- [TASK OBJECTIVE]: Look for the word "curves" in the records, and copy each line where it appears.

Collection entries:

=-=-=

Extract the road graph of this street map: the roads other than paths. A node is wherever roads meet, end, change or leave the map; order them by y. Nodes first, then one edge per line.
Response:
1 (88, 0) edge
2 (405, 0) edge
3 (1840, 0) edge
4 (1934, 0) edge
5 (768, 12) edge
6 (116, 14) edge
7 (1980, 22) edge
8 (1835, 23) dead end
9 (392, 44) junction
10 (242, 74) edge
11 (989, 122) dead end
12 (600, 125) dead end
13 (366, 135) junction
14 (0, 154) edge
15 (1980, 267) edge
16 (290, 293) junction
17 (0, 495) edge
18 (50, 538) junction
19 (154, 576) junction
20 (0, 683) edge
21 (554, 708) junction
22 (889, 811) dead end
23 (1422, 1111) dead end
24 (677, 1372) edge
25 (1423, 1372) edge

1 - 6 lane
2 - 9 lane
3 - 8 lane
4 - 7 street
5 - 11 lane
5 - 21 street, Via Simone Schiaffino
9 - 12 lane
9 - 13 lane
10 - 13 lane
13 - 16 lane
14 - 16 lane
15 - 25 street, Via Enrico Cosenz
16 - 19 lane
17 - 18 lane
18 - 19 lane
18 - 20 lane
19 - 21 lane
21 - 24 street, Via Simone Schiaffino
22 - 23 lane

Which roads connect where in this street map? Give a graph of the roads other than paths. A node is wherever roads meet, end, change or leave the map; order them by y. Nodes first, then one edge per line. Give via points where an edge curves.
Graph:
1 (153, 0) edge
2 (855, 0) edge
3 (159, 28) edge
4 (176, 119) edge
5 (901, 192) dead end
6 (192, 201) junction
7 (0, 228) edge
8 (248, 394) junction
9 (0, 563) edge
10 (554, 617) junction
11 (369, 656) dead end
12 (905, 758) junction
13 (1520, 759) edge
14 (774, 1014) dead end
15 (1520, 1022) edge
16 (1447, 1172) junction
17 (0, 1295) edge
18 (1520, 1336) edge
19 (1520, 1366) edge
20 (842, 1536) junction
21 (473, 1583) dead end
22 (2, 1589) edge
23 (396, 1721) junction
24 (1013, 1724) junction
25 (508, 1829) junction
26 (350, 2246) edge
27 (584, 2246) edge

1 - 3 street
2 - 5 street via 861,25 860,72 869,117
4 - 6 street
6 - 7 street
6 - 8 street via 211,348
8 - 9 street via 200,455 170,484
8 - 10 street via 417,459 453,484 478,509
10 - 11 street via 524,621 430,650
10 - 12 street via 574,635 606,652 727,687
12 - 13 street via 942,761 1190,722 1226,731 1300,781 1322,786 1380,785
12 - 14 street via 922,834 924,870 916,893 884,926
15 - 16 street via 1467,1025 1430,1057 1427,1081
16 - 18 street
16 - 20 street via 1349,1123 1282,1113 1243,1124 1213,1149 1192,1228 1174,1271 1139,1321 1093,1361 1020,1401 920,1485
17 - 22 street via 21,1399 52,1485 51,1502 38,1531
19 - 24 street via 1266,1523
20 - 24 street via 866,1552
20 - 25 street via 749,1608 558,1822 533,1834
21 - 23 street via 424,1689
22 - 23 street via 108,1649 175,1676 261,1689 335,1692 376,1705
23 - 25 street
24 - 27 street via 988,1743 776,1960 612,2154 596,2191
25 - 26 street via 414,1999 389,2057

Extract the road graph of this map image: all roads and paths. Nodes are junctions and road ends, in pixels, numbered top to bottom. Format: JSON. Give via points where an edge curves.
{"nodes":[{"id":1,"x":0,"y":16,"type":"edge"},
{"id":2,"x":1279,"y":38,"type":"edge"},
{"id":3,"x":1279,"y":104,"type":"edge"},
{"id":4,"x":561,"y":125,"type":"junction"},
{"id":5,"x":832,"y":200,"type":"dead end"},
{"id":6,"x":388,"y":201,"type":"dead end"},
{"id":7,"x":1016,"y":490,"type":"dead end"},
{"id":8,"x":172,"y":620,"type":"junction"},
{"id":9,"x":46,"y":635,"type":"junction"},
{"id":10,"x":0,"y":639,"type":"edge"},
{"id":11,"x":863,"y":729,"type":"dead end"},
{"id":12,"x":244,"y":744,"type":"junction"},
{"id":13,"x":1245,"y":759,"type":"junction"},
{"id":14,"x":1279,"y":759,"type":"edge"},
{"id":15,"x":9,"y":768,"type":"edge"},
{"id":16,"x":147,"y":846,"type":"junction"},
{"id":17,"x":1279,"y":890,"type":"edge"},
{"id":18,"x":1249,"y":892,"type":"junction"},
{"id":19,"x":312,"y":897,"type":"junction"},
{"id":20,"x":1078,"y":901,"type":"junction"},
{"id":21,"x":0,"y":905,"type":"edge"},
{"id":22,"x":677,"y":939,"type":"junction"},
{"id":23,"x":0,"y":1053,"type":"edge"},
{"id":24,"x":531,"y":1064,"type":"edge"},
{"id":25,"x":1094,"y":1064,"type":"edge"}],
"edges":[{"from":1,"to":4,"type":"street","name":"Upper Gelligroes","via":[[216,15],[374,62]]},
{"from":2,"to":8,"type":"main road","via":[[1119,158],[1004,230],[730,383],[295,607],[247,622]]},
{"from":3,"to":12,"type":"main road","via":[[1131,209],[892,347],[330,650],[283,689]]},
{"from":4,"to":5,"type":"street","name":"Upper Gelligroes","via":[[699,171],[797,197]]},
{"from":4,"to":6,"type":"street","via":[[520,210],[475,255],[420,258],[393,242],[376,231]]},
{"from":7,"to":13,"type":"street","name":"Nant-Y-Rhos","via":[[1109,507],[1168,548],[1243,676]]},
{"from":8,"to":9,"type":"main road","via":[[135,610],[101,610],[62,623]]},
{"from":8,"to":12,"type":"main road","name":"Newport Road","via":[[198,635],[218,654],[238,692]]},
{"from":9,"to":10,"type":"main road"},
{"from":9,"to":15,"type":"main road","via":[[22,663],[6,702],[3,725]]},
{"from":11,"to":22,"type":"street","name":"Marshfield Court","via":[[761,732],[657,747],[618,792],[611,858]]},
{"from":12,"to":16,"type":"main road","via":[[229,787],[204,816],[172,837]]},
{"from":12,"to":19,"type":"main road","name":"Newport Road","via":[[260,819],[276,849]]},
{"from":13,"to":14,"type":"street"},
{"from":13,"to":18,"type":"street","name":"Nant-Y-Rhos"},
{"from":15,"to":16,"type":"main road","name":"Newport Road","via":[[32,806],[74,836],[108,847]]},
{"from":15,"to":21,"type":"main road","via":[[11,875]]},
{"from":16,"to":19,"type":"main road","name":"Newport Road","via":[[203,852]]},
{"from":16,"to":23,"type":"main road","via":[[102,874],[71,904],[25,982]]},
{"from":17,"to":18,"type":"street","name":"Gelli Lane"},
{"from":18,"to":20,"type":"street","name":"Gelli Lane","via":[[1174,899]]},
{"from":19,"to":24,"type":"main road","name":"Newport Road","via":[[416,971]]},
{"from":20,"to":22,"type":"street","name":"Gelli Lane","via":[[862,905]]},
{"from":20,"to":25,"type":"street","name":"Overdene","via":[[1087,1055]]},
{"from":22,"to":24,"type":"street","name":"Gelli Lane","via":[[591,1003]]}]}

=-=-=

- [SOLUTION]:
Which roads connect where in this street map? Give a graph of the roads other than paths. A node is wherever roads meet, end, change or leave the map; order them by y. Nodes first, then one edge per line. Give via points where an edge curves.
Extract the road graph of this map image: all roads and paths. Nodes are junctions and road ends, in pixels, numbered top to bottom. Format: JSON. Give via points where an edge curves.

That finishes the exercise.